Double Amputee Takes on World's Fastest Skeleton Racer — and Wins

British Army Royal Engineer Micky Yule, 39, lost his legs after stepping on an IED in 2010.

A veteran with no experience challenged the five-time world skeleton champion at the dangerous winter sport and somehow won, despite racing without legs.

British Army Royal Engineer Micky Yule, 39, of Scotland, lost his legs after stepping on an IED in 2010.

After falling in love with what is known as the most dangerous winter sport, Yule, a father of two, became the first double amputee to take on the skeleton after deciding to try his hand at the sport.

To take it a step further, he also challenged world champion Martin Dukurs of Latvia to a race in Whistler, Canada, near Vancouver, where the 2010 Winter Olympics were held.

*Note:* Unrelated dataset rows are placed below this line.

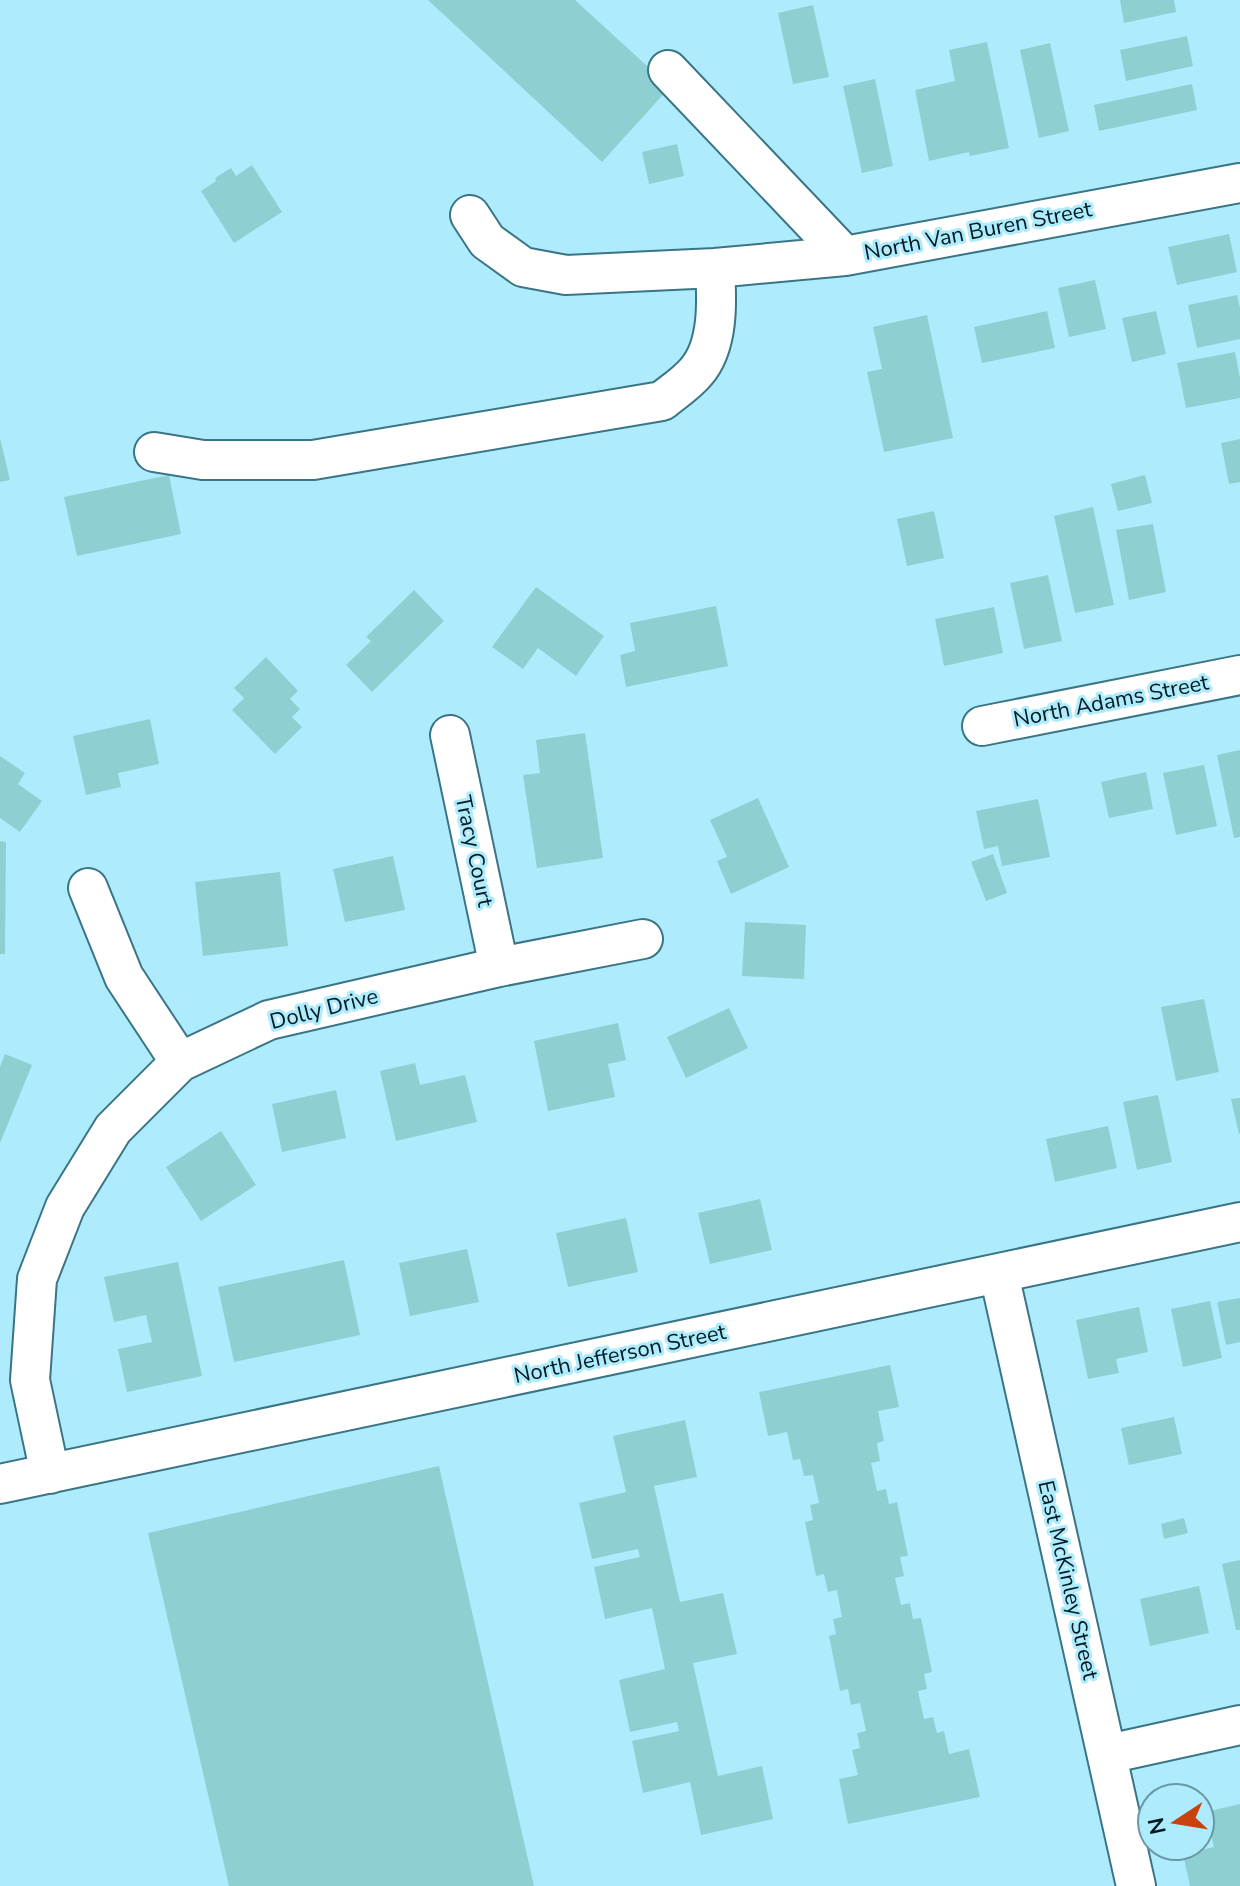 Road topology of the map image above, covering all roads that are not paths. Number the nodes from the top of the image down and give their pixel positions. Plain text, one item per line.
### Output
1 (668, 70) dead end
2 (1240, 183) edge
3 (470, 215) dead end
4 (845, 256) junction
5 (715, 268) junction
6 (154, 452) dead end
7 (1240, 675) edge
8 (982, 726) dead end
9 (450, 735) dead end
10 (88, 888) dead end
11 (643, 939) dead end
12 (499, 967) junction
13 (180, 1062) junction
14 (1240, 1222) edge
15 (999, 1274) junction
16 (50, 1474) junction
17 (0, 1484) edge
18 (1240, 1725) edge
19 (1108, 1754) junction
20 (1136, 1886) edge

1 - 4 street
2 - 4 street, North Van Buren Street
3 - 5 street, North Van Buren Street
4 - 5 street, North Van Buren Street
5 - 6 street
7 - 8 street, North Adams Street
9 - 12 street, Tracy Court
10 - 13 street
11 - 12 street, Dolly Drive
12 - 13 street, Dolly Drive
13 - 16 street, Dolly Drive
14 - 15 street, North Jefferson Street
15 - 16 street, North Jefferson Street
15 - 19 street, East McKinley Street
16 - 17 street, North Jefferson Street
18 - 19 street
19 - 20 street, East McKinley Street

Remarkably, Yule beat Dukurs’ fastest run by 0.02 seconds.

"Sliding downhill, face scraping against the ice; you never feel more alive than when you're staring death in the face,” Yule told SWNS. “Trust me, I know."

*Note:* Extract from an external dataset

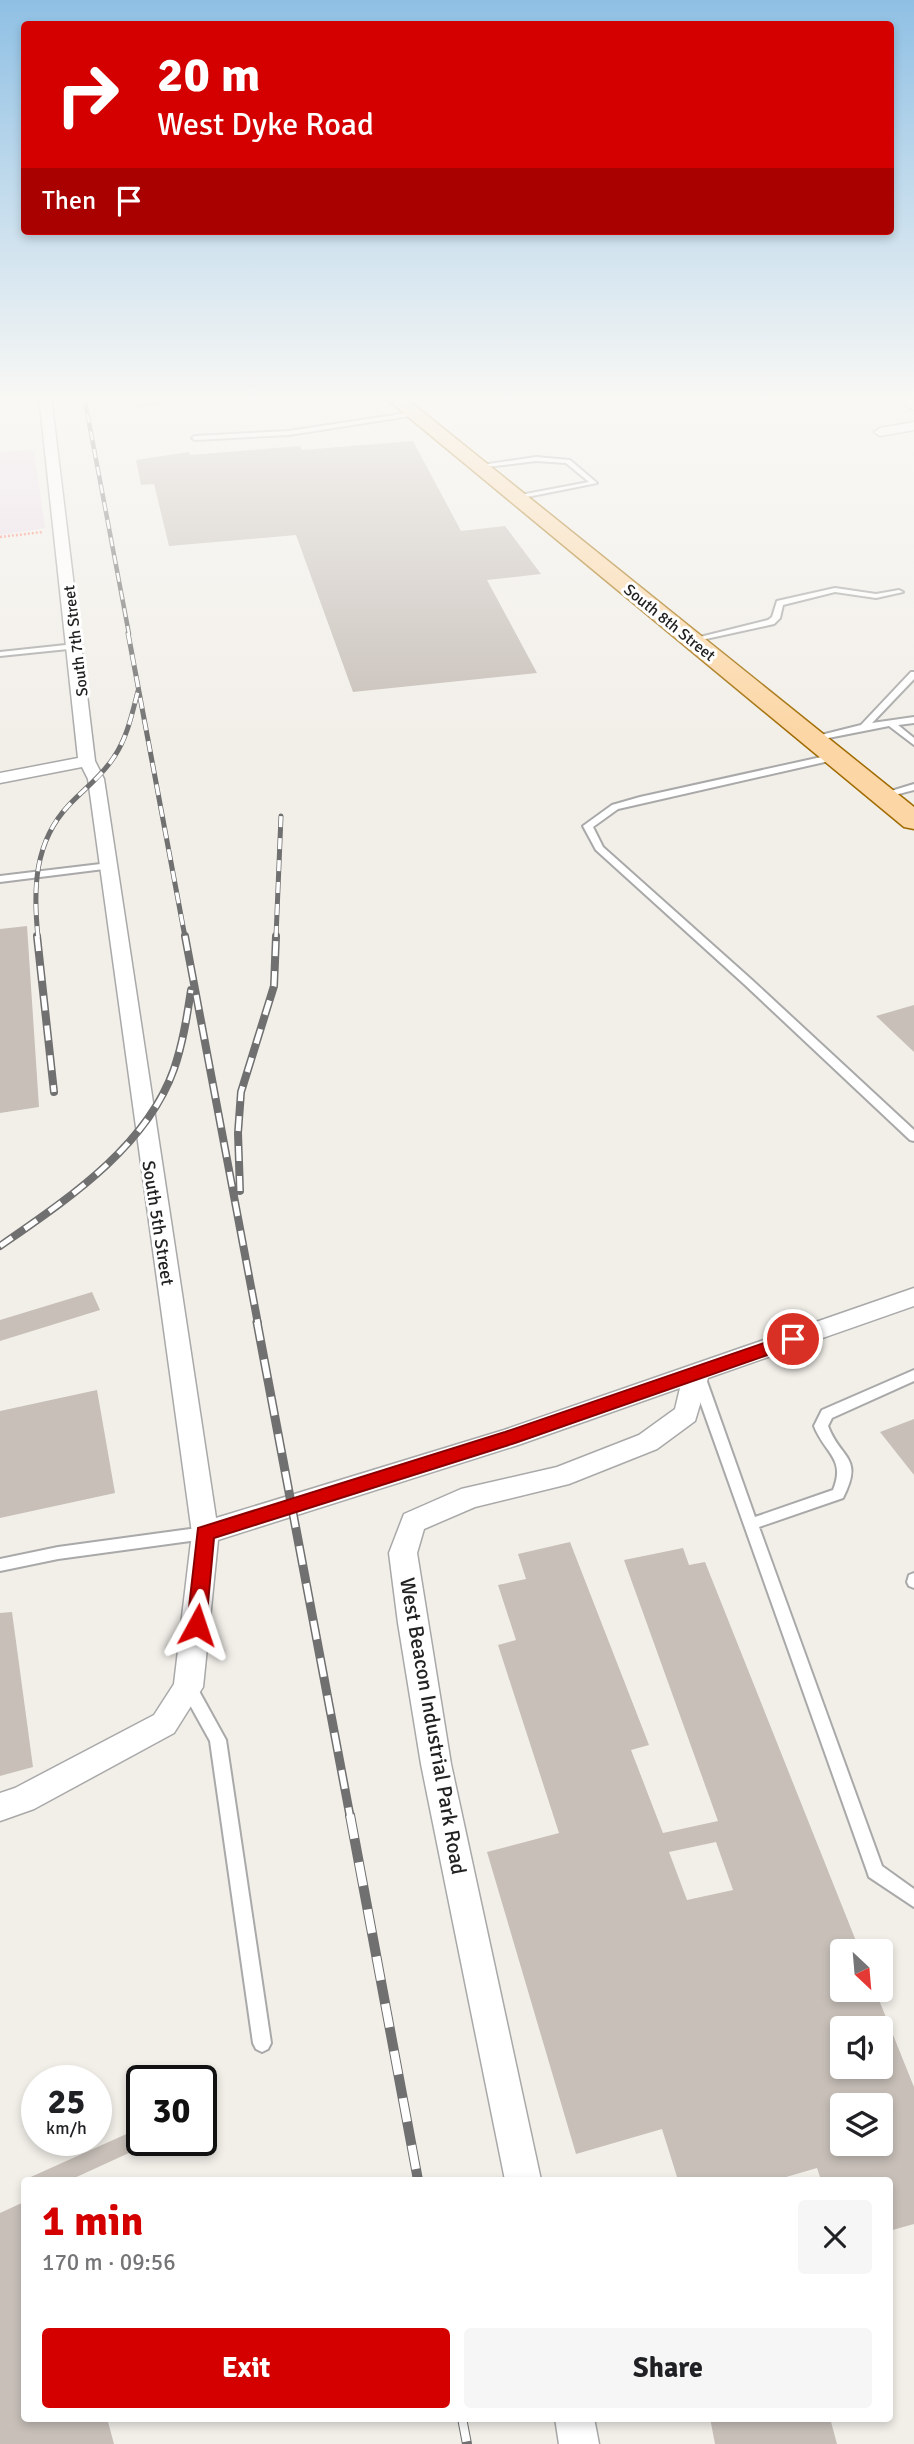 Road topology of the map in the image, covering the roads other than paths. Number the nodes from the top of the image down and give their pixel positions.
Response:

Yule said the danger surrounding skeleton was what originally attracted him to the sport.

"The sport that always looked the most dangerous and fastest to me was always the skeleton," he explained. "Nobody is going to die running the 100 meter, but these guys on snow and ice, they risk their lives every single run."

He became a powerlifter shortly after losing his legs and worked up to competing in the Paralympics. 

"I've always been a warrior — that's why I started watching sport,” Yule explained. “The Olympics and Paralympics inspired me to become a Paralympic powerlifter. You could say the Olympics saved my life.”